16. The system of claim 15, wherein the operation of determining the set of relationships comprises, for each entity included in the first set of entities and in the second set of entities:

receiving historical interaction data; and

determining, by using the historical interaction data, a plurality of relationships between the entity and a plurality of classes.

17. The system of claim 16, wherein each relationship included in the plurality of relationships comprises a likelihood of the entity interacting with a corresponding class of the plurality of classes.

18. The system of claim 15, wherein the first set of data includes propensity-scored entities, wherein the second set of data includes look-a-like-scored entities, and wherein the operations further comprise receiving a third set of data, which includes unscored entities and that is at least partially different than the first set of data and the second set of data, from a third source of data that is different than the first source of data and the second source of data.

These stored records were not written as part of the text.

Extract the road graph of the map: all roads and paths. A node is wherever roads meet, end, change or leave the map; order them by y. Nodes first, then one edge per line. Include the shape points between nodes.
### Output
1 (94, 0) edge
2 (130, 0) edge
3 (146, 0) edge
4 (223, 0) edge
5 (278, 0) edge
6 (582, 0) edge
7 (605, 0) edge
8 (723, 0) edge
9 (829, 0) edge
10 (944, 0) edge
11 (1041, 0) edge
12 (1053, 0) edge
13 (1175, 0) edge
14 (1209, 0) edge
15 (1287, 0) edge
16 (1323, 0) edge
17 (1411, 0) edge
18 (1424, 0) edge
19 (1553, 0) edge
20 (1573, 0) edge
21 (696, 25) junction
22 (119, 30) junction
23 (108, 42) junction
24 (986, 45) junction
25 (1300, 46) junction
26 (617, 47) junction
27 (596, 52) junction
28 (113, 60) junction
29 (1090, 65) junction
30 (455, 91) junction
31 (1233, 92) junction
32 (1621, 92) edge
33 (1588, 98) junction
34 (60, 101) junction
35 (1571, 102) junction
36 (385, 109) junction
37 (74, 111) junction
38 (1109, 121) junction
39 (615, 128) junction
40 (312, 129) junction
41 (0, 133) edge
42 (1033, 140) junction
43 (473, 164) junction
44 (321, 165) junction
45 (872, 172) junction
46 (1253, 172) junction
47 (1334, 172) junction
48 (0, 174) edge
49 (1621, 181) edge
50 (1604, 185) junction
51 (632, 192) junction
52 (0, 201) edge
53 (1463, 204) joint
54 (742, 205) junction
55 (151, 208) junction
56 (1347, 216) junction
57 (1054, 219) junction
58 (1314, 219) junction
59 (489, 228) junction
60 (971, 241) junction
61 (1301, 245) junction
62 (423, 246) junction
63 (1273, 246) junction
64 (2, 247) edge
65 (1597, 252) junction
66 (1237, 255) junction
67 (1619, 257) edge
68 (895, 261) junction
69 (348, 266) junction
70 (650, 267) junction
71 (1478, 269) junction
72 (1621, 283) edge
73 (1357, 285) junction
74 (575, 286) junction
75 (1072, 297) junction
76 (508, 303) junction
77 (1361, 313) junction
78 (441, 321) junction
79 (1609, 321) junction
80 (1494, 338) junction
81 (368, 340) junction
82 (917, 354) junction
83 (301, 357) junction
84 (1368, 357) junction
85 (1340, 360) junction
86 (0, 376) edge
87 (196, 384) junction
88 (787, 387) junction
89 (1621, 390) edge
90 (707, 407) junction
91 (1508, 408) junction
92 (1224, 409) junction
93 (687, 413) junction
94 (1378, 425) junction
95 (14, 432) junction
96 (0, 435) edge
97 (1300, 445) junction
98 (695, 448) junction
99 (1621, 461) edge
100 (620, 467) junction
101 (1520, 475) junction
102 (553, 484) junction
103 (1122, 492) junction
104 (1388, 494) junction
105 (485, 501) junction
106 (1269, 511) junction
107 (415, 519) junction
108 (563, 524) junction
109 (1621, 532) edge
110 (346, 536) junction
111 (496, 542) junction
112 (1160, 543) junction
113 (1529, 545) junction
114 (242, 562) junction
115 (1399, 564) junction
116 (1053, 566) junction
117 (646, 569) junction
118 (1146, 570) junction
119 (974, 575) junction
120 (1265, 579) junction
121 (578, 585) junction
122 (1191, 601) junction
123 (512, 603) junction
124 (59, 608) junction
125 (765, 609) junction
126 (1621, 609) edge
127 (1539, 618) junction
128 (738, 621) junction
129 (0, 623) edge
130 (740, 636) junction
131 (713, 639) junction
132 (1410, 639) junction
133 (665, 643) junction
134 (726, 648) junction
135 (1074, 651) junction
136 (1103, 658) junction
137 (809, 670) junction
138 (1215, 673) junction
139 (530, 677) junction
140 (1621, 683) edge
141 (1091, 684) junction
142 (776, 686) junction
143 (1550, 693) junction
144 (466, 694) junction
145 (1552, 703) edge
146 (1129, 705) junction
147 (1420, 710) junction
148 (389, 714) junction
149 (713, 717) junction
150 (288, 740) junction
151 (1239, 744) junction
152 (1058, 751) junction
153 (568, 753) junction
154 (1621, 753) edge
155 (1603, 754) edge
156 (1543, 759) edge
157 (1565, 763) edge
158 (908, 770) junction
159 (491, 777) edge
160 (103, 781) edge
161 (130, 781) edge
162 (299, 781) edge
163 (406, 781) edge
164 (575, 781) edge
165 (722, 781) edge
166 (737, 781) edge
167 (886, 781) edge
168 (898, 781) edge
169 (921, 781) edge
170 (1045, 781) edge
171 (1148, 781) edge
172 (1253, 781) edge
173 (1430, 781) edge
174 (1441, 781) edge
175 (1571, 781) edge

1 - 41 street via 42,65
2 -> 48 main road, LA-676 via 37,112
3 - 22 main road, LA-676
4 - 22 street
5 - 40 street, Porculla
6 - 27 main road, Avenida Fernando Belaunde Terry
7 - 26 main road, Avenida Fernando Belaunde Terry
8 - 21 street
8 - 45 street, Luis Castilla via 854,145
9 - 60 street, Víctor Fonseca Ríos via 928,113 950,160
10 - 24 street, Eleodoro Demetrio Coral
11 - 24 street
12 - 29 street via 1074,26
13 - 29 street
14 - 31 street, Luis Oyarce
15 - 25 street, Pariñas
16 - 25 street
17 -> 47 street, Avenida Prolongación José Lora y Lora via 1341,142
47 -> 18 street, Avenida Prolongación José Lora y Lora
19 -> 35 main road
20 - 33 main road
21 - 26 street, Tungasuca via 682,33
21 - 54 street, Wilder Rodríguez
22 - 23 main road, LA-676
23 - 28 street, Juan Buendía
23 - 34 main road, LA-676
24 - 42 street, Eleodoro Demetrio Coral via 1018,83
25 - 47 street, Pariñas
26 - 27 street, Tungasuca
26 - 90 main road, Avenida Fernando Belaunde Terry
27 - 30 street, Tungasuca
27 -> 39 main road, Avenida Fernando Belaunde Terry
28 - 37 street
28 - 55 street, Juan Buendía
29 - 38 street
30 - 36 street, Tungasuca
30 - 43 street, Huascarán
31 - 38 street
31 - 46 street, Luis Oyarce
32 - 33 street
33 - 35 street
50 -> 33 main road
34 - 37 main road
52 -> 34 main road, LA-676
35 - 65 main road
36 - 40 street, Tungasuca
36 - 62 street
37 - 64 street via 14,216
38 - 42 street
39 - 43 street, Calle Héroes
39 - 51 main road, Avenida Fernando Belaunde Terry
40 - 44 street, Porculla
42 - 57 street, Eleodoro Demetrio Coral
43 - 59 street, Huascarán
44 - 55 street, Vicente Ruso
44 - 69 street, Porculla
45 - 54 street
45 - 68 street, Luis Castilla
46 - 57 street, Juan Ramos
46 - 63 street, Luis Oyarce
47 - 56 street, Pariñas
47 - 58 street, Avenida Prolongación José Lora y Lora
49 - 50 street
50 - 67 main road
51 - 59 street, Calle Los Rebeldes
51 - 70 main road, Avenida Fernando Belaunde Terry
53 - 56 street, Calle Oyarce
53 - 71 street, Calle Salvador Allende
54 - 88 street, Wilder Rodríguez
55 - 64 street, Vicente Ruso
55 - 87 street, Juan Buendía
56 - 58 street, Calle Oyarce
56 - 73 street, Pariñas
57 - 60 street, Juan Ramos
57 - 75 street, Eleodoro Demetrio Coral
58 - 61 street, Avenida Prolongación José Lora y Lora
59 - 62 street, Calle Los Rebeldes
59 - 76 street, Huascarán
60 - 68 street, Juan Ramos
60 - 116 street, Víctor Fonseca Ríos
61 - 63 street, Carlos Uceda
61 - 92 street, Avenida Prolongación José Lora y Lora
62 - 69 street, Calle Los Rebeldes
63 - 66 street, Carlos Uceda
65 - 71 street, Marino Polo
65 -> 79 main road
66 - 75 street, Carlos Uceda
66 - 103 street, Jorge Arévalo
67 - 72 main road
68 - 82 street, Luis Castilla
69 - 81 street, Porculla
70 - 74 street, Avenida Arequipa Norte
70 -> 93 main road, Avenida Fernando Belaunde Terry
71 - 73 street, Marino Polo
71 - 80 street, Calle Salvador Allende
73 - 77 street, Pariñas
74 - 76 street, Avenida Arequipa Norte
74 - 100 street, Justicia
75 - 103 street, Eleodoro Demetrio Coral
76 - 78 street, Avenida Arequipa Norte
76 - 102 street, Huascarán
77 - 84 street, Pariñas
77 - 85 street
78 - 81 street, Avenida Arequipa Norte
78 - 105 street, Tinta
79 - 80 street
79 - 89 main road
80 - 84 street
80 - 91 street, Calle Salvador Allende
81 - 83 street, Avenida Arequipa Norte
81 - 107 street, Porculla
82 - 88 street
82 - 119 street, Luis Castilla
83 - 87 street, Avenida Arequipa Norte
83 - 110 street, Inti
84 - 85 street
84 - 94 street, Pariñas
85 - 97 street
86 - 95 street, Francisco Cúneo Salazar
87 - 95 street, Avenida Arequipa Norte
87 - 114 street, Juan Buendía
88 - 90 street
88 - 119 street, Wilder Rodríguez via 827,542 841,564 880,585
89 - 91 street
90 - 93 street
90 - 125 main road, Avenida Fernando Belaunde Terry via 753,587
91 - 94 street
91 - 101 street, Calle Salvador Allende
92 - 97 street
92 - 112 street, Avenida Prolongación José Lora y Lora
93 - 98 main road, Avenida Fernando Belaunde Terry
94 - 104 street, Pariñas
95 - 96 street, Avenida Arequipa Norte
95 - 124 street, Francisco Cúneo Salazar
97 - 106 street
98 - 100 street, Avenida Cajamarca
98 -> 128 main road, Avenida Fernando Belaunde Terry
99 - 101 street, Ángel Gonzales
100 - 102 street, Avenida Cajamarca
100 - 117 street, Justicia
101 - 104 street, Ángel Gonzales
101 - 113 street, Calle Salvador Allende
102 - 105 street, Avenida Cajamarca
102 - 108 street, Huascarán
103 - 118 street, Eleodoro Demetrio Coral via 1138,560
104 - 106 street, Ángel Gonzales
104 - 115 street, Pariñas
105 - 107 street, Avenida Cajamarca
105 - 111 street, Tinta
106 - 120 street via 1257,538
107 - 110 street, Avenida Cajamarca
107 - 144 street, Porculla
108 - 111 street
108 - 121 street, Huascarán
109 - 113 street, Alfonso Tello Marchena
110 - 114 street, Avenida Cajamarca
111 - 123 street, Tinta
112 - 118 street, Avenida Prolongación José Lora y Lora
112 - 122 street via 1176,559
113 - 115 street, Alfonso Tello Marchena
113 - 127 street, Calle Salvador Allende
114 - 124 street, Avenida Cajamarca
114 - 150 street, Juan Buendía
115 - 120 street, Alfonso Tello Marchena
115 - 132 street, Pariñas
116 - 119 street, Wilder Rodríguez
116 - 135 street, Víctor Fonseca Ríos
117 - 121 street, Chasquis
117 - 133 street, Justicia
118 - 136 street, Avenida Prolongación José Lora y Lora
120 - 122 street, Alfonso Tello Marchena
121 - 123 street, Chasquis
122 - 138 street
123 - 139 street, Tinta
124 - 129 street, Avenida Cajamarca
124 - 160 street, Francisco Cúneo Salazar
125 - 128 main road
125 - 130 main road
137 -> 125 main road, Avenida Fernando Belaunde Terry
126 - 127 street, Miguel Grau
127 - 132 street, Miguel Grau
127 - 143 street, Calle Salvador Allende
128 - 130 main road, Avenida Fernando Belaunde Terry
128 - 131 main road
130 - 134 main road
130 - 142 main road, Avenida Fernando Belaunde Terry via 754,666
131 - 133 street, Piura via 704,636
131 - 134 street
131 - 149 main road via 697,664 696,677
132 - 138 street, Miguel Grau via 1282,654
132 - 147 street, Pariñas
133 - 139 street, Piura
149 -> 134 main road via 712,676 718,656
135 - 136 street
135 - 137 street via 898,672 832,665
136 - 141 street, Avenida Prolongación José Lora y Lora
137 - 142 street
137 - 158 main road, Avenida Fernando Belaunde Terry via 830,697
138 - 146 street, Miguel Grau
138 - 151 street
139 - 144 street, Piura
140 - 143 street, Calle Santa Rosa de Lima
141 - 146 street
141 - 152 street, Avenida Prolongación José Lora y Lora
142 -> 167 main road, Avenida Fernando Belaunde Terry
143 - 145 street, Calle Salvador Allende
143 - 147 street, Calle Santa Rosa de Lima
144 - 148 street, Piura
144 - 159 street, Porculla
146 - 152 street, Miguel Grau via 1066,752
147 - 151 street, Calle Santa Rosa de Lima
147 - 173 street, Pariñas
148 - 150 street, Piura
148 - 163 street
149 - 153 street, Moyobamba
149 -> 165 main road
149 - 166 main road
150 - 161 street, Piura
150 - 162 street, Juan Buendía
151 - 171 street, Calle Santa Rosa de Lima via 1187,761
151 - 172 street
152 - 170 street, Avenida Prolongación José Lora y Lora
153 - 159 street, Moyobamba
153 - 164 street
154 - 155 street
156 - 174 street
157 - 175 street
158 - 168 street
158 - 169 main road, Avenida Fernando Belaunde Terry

19. The system of claim 18, wherein the operation of determining the set of relationships between each entity of the first set of entities and the second set of entities and the set of classes inferred from the first set of data and from the second set of data comprises determining the set of relationships between each entity of the first set of entities, the second set of entities, and the unscored entities and a different set of classes inferred from the first set of data, from the second set of data, and from the third set of data.

20. The system of claim 15, wherein the first source of data is disjunctive with respect to the second source of data, and wherein the extended set of data includes interaction data not inferable separately from the first set of data and the second set of data.